Впрочем, взглянув случайно на худенькую и довольно невзрачную на вид девушку, никак поначалу нельзя было бы предположить, что именно она станет объектом повышенного внимания… Сняв платок и распустив по плечам свои черные волосы, она становилась красивой – это так, но самого по себе этого обстоятельства здесь, в этом человеческом муравейнике, достаточно разве что для беглого взгляда. Её скрипка, вынутая из потертого футляра, тоже не заслуживала никакого почтения: скрипка как скрипка, ничего особенного – здесь и не такое можно увидеть… Но вот в тот момент, когда она, слегка закусив нижнюю губку, начинала смычком брать первые ноты, люди, словно заворожённые, начинали невольно замедлять шаги. Музыка, казалось, стекала с её смычка и плыла, кружилась. Заставляла то смеяться, то плакать, то смущённо улыбаться… Люди окружали девушку плотной толпой и слушали, слушали. Слушали! Временами её футляр наполнялся не только купюрами, но и слезами.
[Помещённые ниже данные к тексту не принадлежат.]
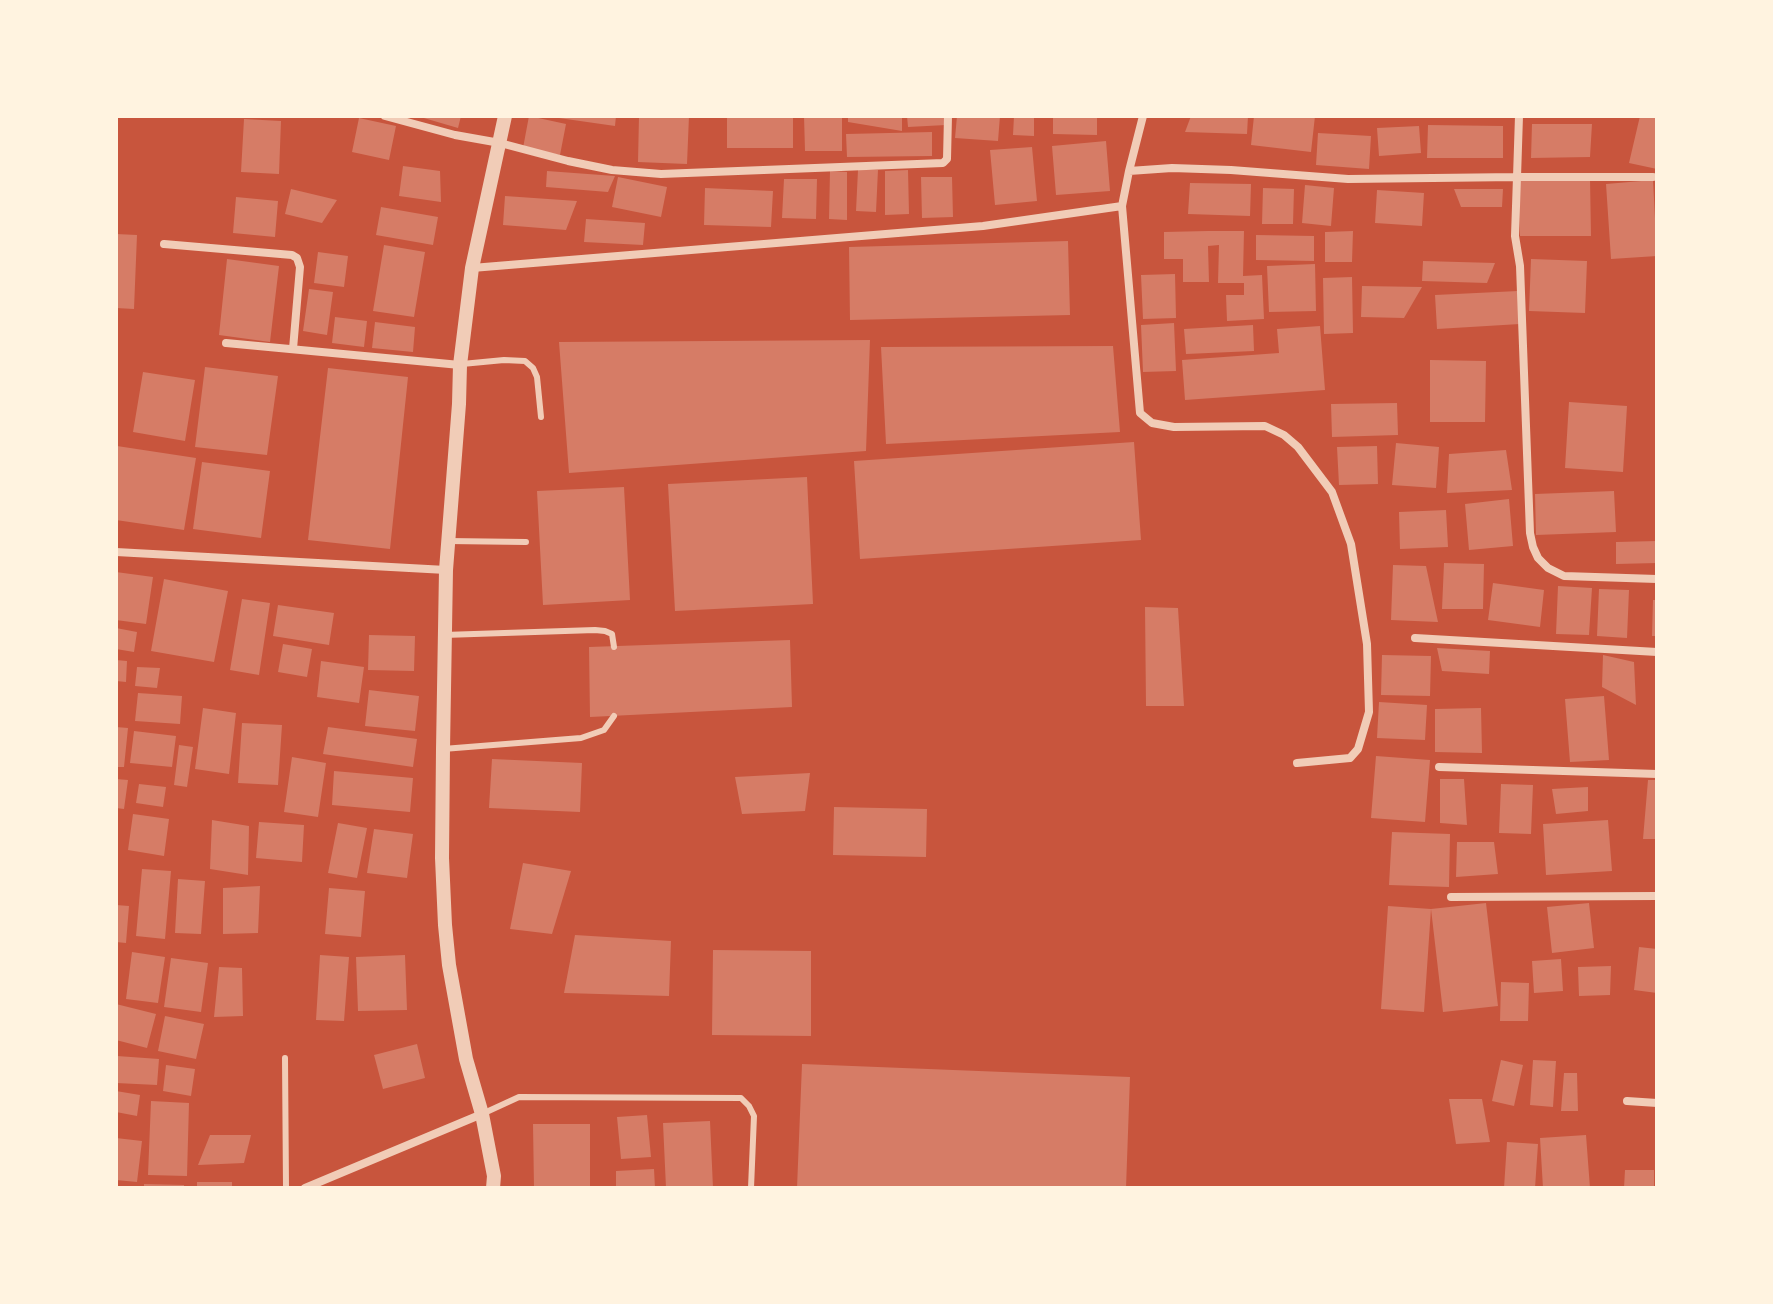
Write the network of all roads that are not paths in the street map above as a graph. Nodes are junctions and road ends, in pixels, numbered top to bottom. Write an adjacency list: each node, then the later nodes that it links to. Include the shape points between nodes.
1 (385, 116): 6 (street)
2 (505, 116): 6 (street)
3 (948, 116): 6 (street, via 943,163 661,174 612,170)
4 (1143, 116): 7 (street)
5 (1519, 116): 8 (street)
6 (500, 143): 12 (street)
7 (1129, 171): 8 (street, via 1231,170 1348,179); 10 (street)
8 (1517, 177): 9 (street); 21 (street, via 1515,236 1533,547 1548,568 1564,576)
9 (1653, 177)
10 (1122, 206): 12 (street, via 983,226); 28 (street, via 1140,413 1152,423 1174,427 1265,426 1284,435 1332,492 1351,544 1367,644 1369,712 1350,758)
11 (164, 244): 14 (street, via 297,258)
12 (472, 268): 15 (street)
13 (226, 343): 14 (street)
14 (293, 349): 15 (street)
15 (460, 365): 16 (lane, via 525,361 537,377); 17 (street)
16 (541, 417)
17 (448, 541): 18 (lane); 20 (street)
18 (526, 542)
19 (116, 552): 20 (street)
20 (446, 570): 22 (street)
21 (1657, 579)
22 (444, 635): 24 (lane, via 595,630 612,634); 27 (street)
23 (1415, 638): 25 (street)
24 (614, 647)
25 (1657, 652)
26 (614, 716): 27 (lane, via 604,730 581,738)
27 (443, 749): 36 (street, via 442,858 449,965)
28 (1297, 763)
29 (1439, 767): 30 (street)
30 (1657, 774)
31 (1657, 896): 32 (street)
32 (1451, 897)
33 (285, 1058): 37 (lane)
34 (1627, 1101): 35 (street)
35 (1657, 1103)
36 (482, 1114): 38 (street); 39 (street); 40 (lane, via 519,1097 741,1098 754,1116)
37 (286, 1188)
38 (305, 1188)
39 (493, 1188)
40 (751, 1188)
Потом она останавливалась, и окружающие тут же приходили в себя, разбегались по своим делам… Никого из них уже не волновала эта странная красавица, никто не задумывался о том, кто она, откуда здесь появляется и куда затем исчезает…
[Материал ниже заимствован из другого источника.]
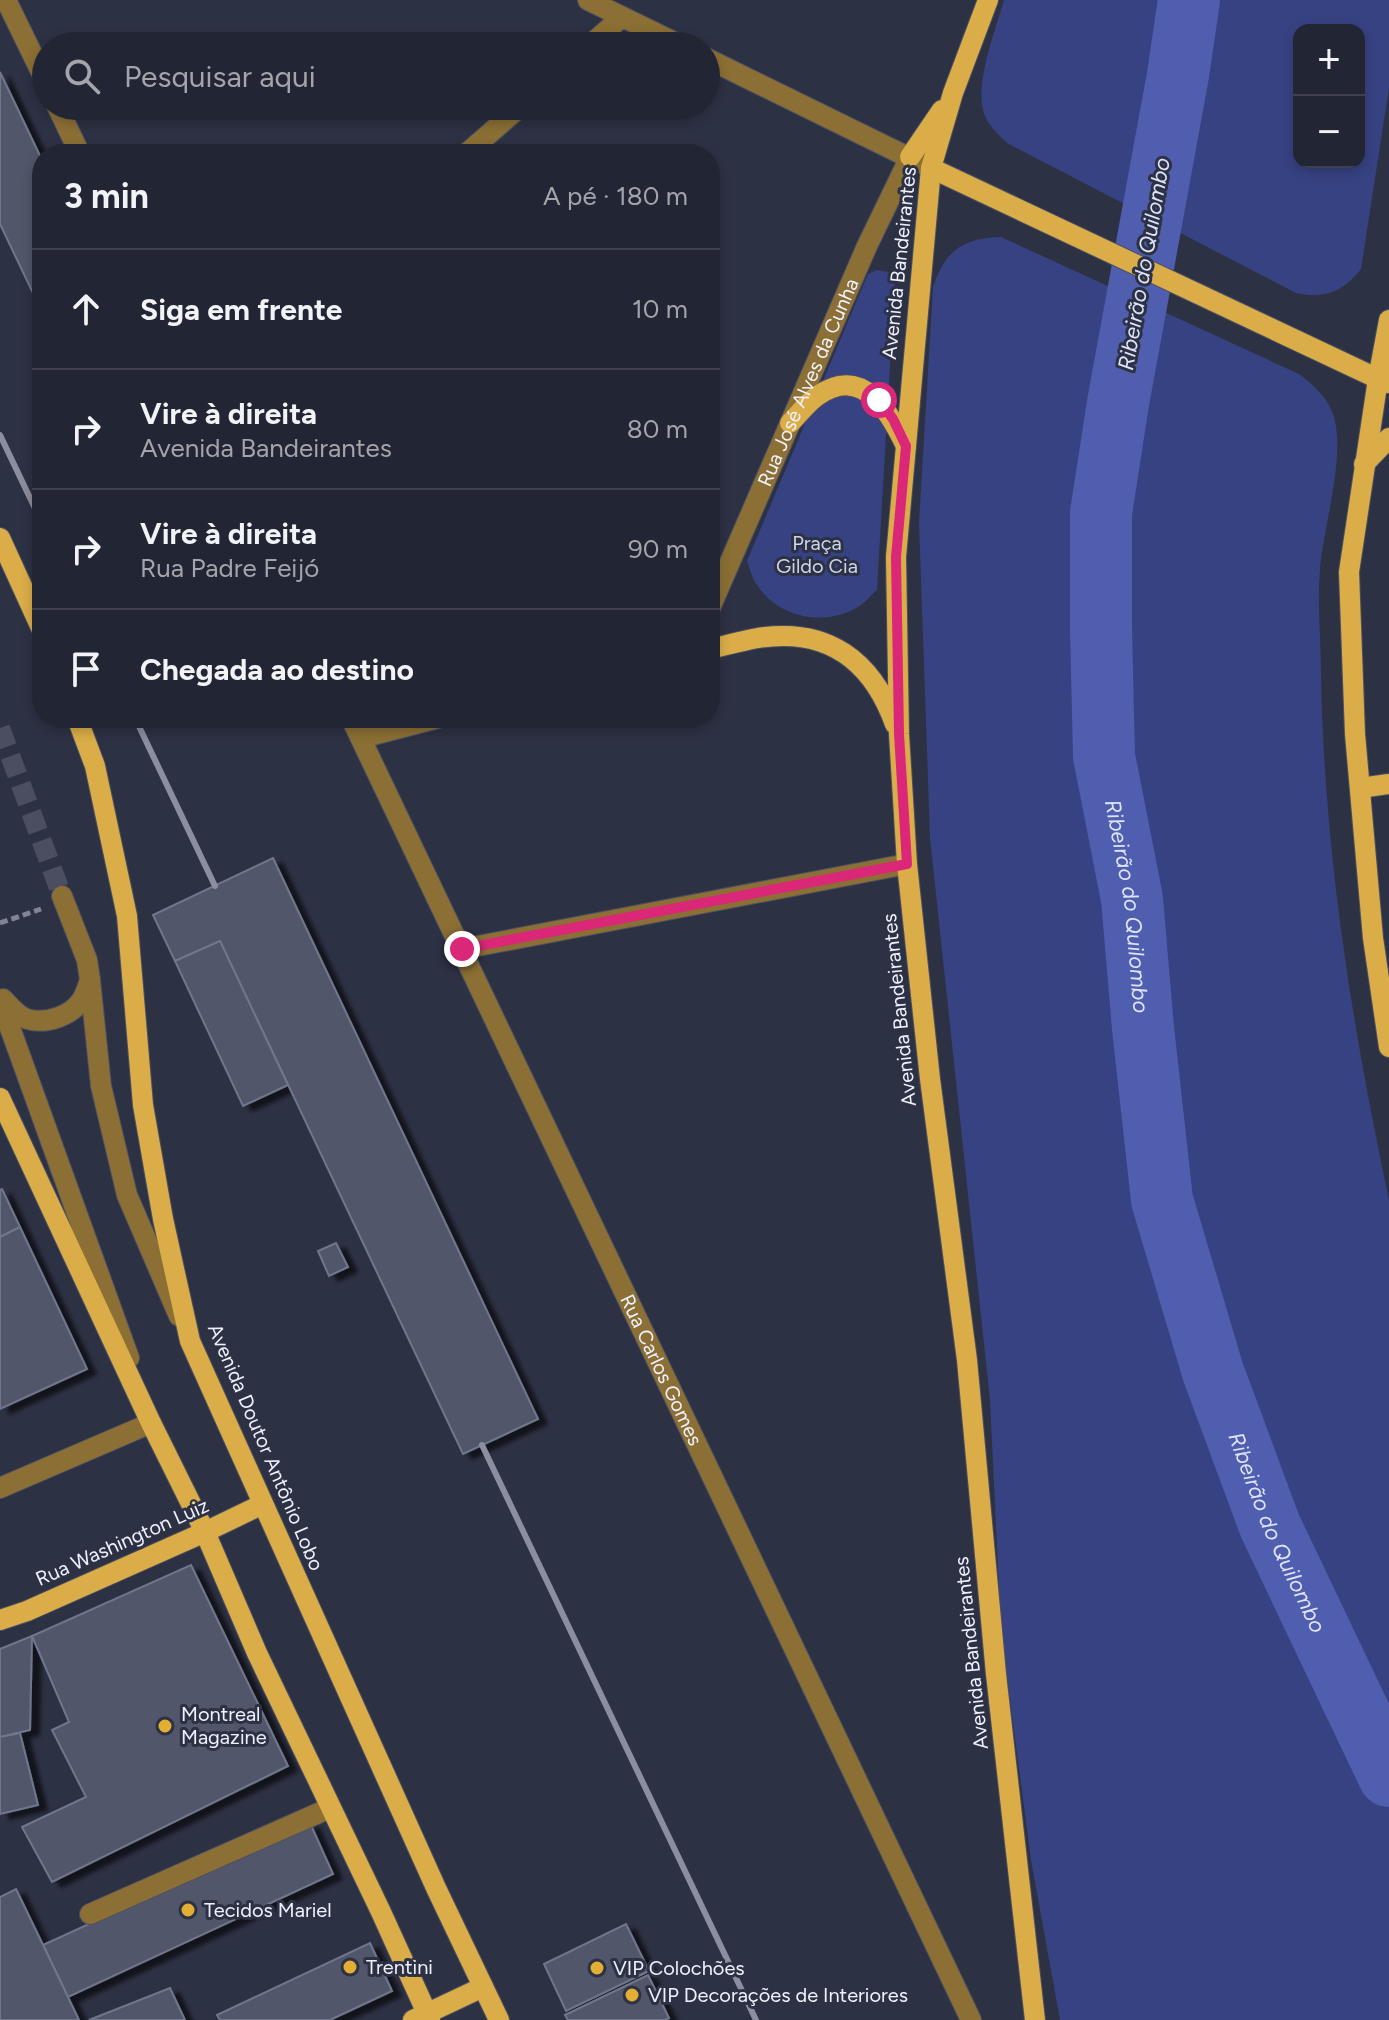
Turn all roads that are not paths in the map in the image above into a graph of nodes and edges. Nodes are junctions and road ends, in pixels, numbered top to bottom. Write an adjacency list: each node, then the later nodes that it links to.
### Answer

Абсолютное большинство этих случайных слушателей были бы донельзя удивлены, если б узнали, что она никогда в жизни не брала уроков музыки и не изучала нотной грамоты. Мало того: по-русски эта девушка говорила очень неохотно, предпочитая свой родной язык – чеченский.
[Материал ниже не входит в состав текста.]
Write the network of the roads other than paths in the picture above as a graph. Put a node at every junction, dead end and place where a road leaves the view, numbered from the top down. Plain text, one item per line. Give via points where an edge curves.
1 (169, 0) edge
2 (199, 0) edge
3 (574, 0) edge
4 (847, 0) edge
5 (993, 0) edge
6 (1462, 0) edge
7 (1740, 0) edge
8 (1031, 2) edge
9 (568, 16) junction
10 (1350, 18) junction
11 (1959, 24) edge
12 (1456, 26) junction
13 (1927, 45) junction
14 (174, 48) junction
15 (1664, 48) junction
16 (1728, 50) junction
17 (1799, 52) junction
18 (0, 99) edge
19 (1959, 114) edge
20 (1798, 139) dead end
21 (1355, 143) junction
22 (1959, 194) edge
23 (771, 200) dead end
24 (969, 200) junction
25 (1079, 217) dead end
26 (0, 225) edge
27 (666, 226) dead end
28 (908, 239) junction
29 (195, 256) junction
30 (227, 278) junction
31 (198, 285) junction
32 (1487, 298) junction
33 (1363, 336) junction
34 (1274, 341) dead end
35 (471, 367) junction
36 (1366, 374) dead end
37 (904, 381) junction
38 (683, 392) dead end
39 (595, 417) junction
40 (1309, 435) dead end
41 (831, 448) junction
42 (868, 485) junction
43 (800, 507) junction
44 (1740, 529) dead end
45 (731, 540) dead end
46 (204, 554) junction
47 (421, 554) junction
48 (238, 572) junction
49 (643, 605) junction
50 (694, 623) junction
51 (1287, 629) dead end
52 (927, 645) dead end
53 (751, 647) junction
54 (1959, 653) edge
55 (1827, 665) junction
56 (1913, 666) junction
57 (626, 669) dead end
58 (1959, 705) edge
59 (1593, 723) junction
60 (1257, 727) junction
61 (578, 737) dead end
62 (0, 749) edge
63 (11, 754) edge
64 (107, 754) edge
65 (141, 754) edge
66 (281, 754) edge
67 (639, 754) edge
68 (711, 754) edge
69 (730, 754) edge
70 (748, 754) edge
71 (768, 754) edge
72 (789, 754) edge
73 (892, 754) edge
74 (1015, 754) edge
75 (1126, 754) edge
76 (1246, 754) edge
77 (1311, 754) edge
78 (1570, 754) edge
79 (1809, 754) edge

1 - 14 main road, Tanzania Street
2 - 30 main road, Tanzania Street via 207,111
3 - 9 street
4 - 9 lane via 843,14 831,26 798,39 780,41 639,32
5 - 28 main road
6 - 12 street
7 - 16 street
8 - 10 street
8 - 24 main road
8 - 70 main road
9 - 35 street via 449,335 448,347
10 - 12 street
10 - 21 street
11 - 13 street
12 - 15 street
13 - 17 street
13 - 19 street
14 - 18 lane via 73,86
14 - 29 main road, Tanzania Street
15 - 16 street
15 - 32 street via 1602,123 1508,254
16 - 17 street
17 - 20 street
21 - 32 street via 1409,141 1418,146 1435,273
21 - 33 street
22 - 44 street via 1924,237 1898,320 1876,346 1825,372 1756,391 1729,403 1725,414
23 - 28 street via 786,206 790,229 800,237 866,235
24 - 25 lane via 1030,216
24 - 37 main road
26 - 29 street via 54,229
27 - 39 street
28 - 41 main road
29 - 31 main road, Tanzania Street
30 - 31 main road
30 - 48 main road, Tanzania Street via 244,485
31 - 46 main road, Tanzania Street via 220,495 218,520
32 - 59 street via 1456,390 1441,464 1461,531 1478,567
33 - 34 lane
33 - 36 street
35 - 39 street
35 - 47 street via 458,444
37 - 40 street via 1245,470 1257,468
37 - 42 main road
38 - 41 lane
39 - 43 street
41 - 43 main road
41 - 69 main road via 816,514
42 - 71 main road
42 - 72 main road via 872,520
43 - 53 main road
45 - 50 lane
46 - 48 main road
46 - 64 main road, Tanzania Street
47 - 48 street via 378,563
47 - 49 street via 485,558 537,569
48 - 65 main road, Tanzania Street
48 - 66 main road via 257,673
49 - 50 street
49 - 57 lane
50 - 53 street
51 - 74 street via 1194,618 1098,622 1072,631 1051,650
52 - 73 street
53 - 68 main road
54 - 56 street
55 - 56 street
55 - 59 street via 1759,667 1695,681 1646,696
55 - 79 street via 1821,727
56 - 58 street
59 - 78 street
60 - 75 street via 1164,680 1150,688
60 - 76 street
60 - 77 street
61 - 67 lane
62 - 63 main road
Прошло уже два года с того времени как она вместе со своей семьёй приехала в Москву из пригорода разрушенной чеченской столицы. Это была очень скромная, любящая и послушная дочь. Весь свой немалый доход она отдавала отцу, предоставляя ему решать, куда потратить эти деньги.
В их семье женщинам было положено готовить еду, растить детей и не обсуждать решения мужчин. Поэтому, когда в один прекрасный день отец представил её какому-то юноше и сказал: «Это Беслан, твой будущий муж», она восприняла это как должное. Её, правда, несколько удивило, что муж провел с ней всего одну ночь и был груб, а после этого сразу исчез, но она ни единым словом не высказала ни ему, ни отцу своего неудовольствия. Ещё через месяц она узнала, что её муж погиб как настоящий герой и что она беременна…
Но самая странная вещь произошла с ней, когда пришла пора родиться ребёнку. Её забрали к себе две старухи и долго над ней колдовали во время схваток. А после родов, когда она, еще совсем слабая, хотела обнять новорождённого, ей в этом отказали.
Вместо этого совсем незнакомые чеченские мужчины показали ей трупы её родителей, изрешечённых пулями, дали их оплакать, а после надели на неё большой бандаж, имитирующий беременность, и попросили снова идти со своей скрипкой в переход метро. Она не спорила с ними, хотя из ее глаз катились слёзы. Она молча взяла свою скрипку и пошла.
Этот, последний её концерт, был самым необычным: первое же прикосновение смычка заставило толпу вздрогнуть и поселило в сердцах людей неясную тревогу. Затем необычная мелодия стала набирать силу, и тревога в сердцах людей переросла в страх, а затем в панику. И только когда переход оказался совершенно пустынным, девушка опустила смычок и сползла по стене, закрыв руками свое заплаканное лицо.